The problem> When a line below holds the string "roads", show that line.

··· Record excerpts

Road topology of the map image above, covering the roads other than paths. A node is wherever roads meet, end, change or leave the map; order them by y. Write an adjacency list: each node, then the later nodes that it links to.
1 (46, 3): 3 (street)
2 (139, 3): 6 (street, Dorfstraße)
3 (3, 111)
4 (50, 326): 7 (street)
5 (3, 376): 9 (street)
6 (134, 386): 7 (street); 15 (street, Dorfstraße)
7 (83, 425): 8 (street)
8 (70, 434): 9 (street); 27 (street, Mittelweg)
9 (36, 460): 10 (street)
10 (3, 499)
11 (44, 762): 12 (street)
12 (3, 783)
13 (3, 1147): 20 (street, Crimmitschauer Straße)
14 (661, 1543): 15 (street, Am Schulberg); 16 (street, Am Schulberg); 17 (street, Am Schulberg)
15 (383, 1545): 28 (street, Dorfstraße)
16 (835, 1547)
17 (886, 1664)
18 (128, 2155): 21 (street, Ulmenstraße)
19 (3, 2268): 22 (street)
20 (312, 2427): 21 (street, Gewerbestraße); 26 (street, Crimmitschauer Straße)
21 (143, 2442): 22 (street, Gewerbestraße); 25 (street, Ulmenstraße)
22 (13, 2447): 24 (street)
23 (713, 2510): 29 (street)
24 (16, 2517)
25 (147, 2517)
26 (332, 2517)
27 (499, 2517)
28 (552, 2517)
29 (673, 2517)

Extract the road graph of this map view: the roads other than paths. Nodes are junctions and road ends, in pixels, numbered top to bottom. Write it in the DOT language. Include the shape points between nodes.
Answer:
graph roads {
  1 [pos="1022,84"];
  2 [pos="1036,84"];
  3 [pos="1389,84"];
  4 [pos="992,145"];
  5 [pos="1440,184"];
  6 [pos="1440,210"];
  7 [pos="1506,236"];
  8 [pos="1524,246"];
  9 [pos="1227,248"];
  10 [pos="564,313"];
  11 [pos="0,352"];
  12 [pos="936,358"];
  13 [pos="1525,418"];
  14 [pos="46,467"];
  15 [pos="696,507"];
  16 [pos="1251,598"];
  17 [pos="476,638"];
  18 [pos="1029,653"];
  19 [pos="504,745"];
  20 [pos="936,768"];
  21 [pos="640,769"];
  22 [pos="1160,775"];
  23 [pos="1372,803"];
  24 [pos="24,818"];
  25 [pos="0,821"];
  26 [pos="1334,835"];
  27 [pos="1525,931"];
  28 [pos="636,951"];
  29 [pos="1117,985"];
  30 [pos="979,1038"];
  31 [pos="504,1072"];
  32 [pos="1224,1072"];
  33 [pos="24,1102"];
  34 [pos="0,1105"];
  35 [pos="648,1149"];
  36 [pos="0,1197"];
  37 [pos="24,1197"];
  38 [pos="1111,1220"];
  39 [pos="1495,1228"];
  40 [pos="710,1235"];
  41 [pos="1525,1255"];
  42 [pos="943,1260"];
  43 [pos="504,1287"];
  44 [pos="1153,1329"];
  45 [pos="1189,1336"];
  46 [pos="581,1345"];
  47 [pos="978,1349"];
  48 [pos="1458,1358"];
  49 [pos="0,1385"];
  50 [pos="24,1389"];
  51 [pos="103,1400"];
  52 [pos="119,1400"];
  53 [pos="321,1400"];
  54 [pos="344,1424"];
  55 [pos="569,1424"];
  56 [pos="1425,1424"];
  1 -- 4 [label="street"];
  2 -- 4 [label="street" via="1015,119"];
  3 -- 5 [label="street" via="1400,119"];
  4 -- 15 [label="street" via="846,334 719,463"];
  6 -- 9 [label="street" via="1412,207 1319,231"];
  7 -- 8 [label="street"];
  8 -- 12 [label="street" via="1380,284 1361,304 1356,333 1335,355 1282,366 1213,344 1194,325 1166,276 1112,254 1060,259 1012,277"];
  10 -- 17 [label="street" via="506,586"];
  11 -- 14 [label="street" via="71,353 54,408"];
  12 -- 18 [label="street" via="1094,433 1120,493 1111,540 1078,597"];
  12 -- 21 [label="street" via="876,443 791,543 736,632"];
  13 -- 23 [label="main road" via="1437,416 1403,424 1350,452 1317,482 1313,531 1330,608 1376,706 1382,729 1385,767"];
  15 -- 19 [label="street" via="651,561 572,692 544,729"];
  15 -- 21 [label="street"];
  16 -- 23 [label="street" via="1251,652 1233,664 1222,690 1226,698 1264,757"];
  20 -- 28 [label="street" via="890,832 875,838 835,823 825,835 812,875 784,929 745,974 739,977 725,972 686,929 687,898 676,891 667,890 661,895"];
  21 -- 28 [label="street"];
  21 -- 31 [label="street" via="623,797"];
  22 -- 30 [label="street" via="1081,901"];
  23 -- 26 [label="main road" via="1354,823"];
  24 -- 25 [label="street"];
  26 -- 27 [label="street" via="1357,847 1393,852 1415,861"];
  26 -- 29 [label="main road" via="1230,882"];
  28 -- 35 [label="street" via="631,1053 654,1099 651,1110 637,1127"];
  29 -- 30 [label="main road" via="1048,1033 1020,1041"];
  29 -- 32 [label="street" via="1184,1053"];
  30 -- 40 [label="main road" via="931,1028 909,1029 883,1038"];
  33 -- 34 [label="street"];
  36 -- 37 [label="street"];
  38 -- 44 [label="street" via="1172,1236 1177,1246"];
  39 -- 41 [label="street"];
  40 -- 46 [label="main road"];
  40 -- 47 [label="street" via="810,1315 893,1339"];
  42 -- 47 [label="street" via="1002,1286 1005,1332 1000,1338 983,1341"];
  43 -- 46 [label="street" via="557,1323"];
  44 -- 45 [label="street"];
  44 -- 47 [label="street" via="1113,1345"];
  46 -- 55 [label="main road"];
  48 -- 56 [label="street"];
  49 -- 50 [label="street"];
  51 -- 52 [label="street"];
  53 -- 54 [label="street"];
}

······

Answer section>
Road topology of the map image above, covering the roads other than paths. A node is wherever roads meet, end, change or leave the map; order them by y. Write an adjacency list: each node, then the later nodes that it links to.
Extract the road graph of this map view: the roads other than paths. Nodes are junctions and road ends, in pixels, numbered top to bottom. Write it in the DOT language. Include the shape points between nodes.
graph roads {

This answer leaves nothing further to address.